(New York) Oil prices stabilized on Wednesday, the day after a fall, in a market still prisoner of insufficient supply and which does not expect relief from the visit of the American president to the Middle East.
Posted yesterday at 3:51 p.m.
The price of a barrel of Brent North Sea crude for September delivery climbed 0.08% to close at $99.57.
The barrel of American West Texas Intermediate (WTI), with maturity in August, ended up 0.47%, at 96.30 dollars.
“Prices have rebounded from yesterday’s crash,” Edward Moya of Oanda said in a note the day after a session that saw Brent and WTI tumble more than 7%.
Traders brushed off figures from the weekly U.S. oil inventory report, which showed a surprise rise of 3.3 million barrels, while analysts had expected a contraction of 1.5 million.
The document from the US Energy Information Agency (EIA) also reported an increase of 5.8 million barrels in gasoline inventories, when forecasts were for a decline of one million.

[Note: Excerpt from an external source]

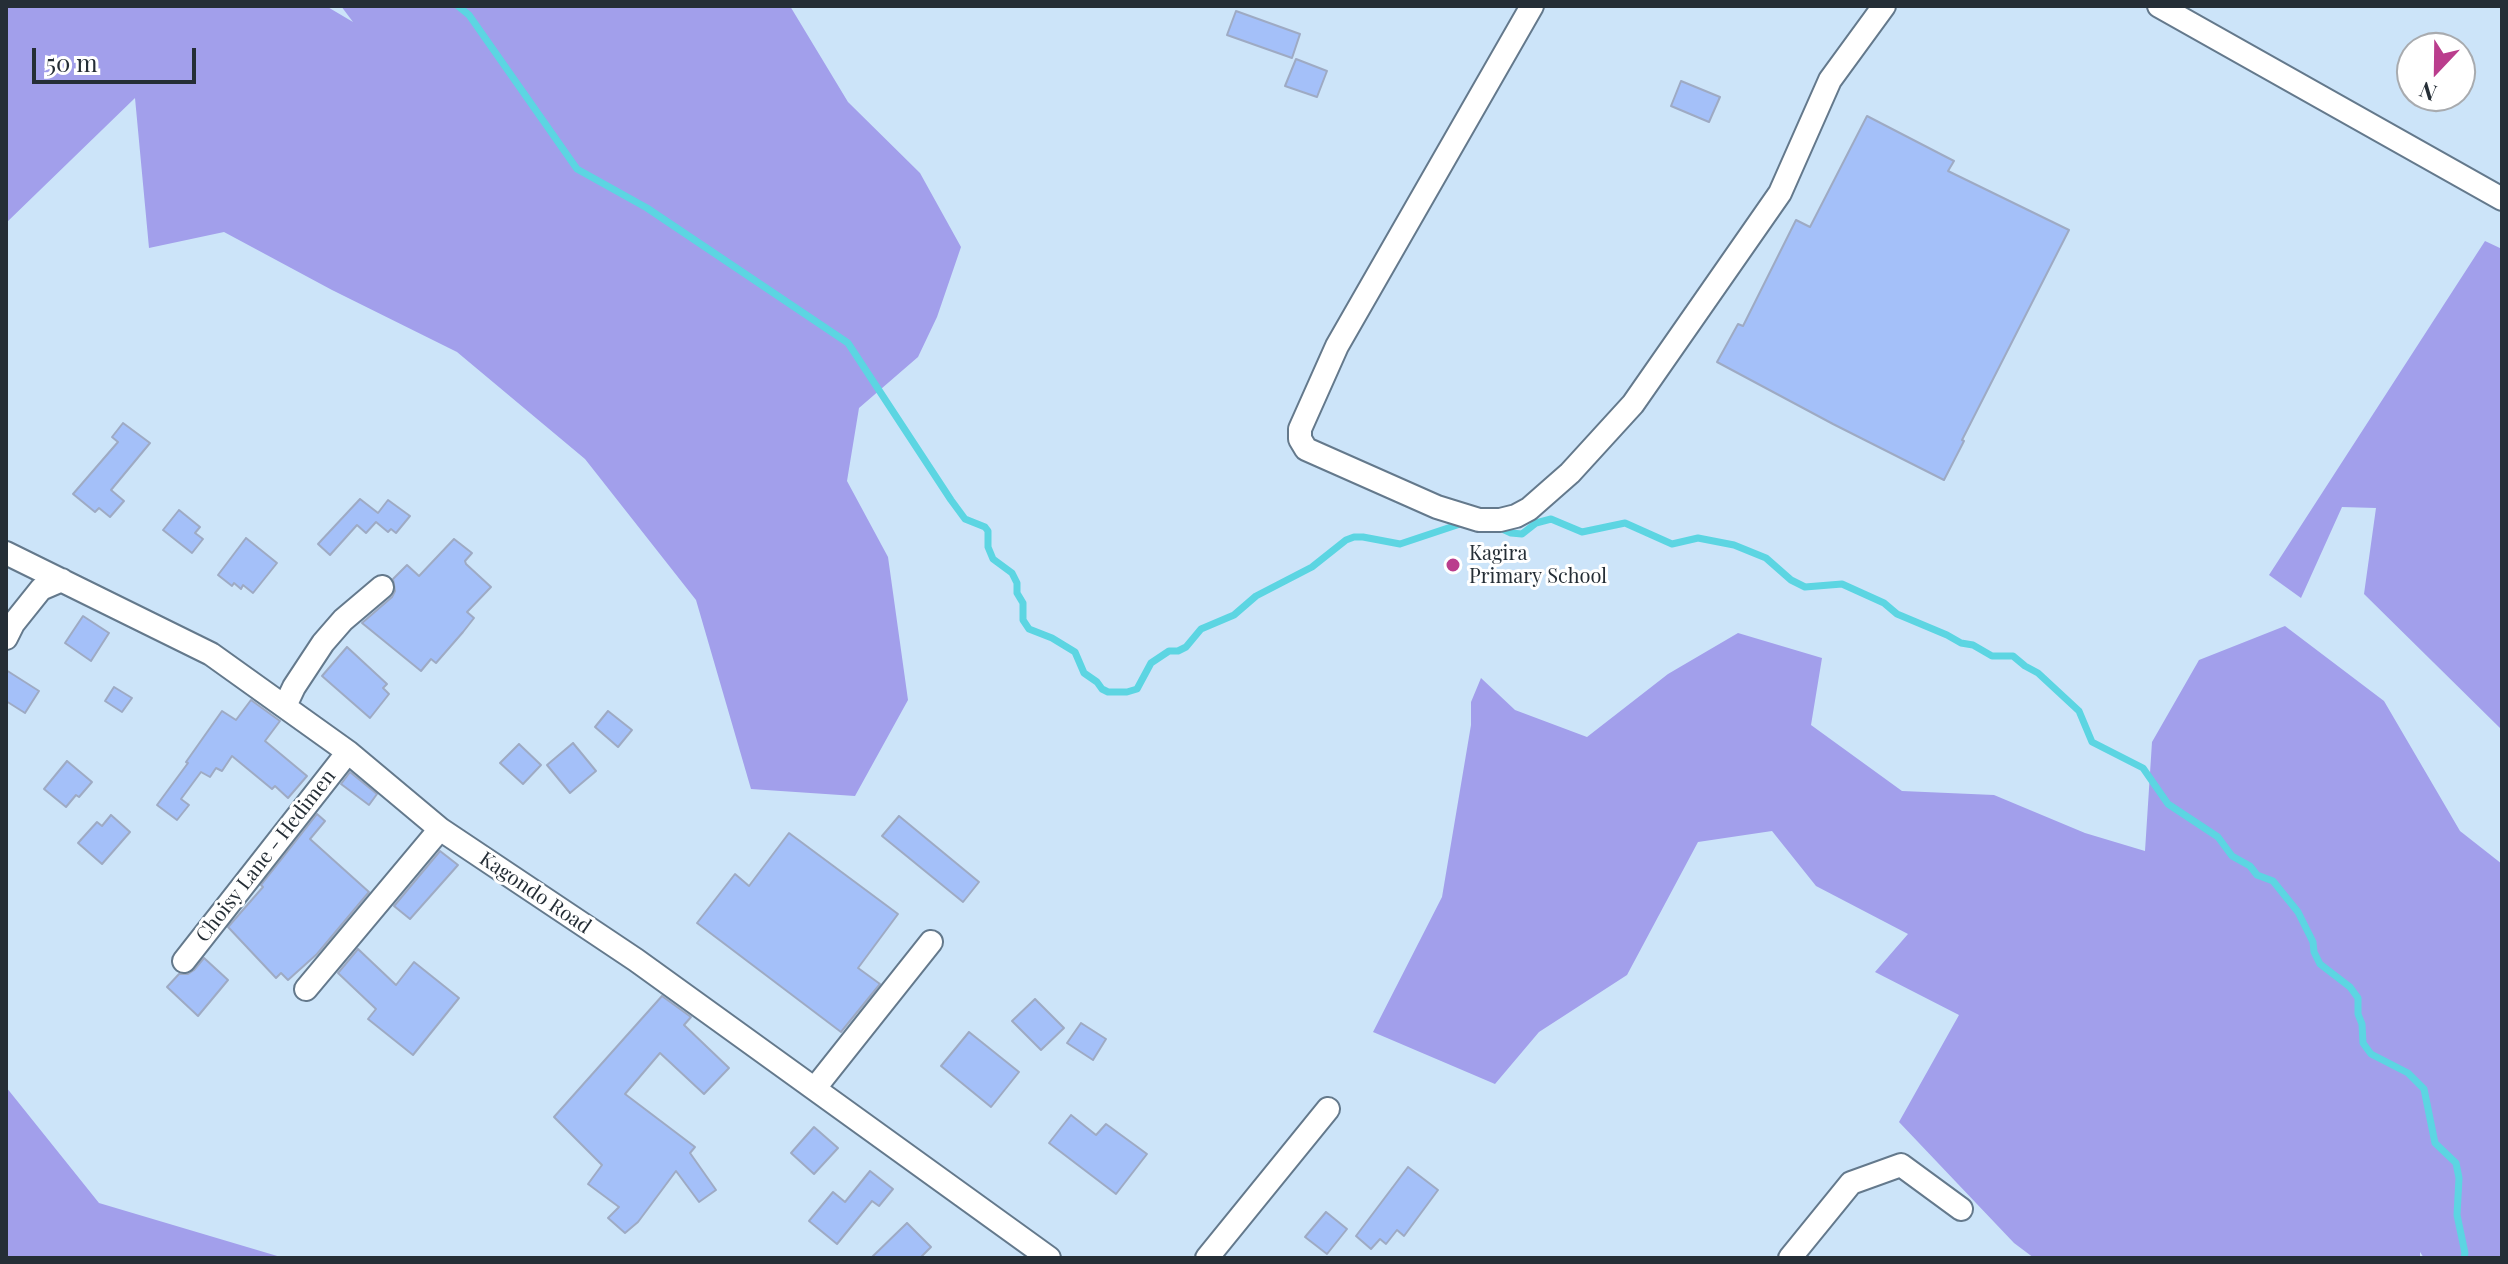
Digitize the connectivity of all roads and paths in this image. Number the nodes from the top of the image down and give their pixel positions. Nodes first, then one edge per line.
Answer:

“This report was clearly unfavorable to the prices” of black gold, commented Stephen Schork, analyst and author of the Schork Report. He nevertheless warned that it was “difficult to attach too much importance to figures over a week”.
“The sharp rise in gasoline stocks and the fall in demand caused a certain stir, but we had seen very strong demand before the holiday weekend” of the national holiday, at the beginning of July, abounded Matt Smith, of Kpler. “Today’s figure simply reflects a hangover. »
The market also shrugged off the monthly report from the International Energy Agency (IEA) that soaring fuel prices are beginning to weigh on global oil demand.
Despite Tuesday’s decline, “brokers are still facing a tight market, which is unlikely to see a sharp drop in demand for crude in the short term”, according to Edward Moya, for whom “the probability of a recession violent is weak”.
“We are in a range around 95 dollars for WTI and I think we will stay there” in the short term, explained Stephen Schork.
Operators expected little from Joe Biden’s visit to the Middle East, during which he is to meet Saudi Crown Prince Mohammed bin Salman and discuss, among other things, the issue of oil.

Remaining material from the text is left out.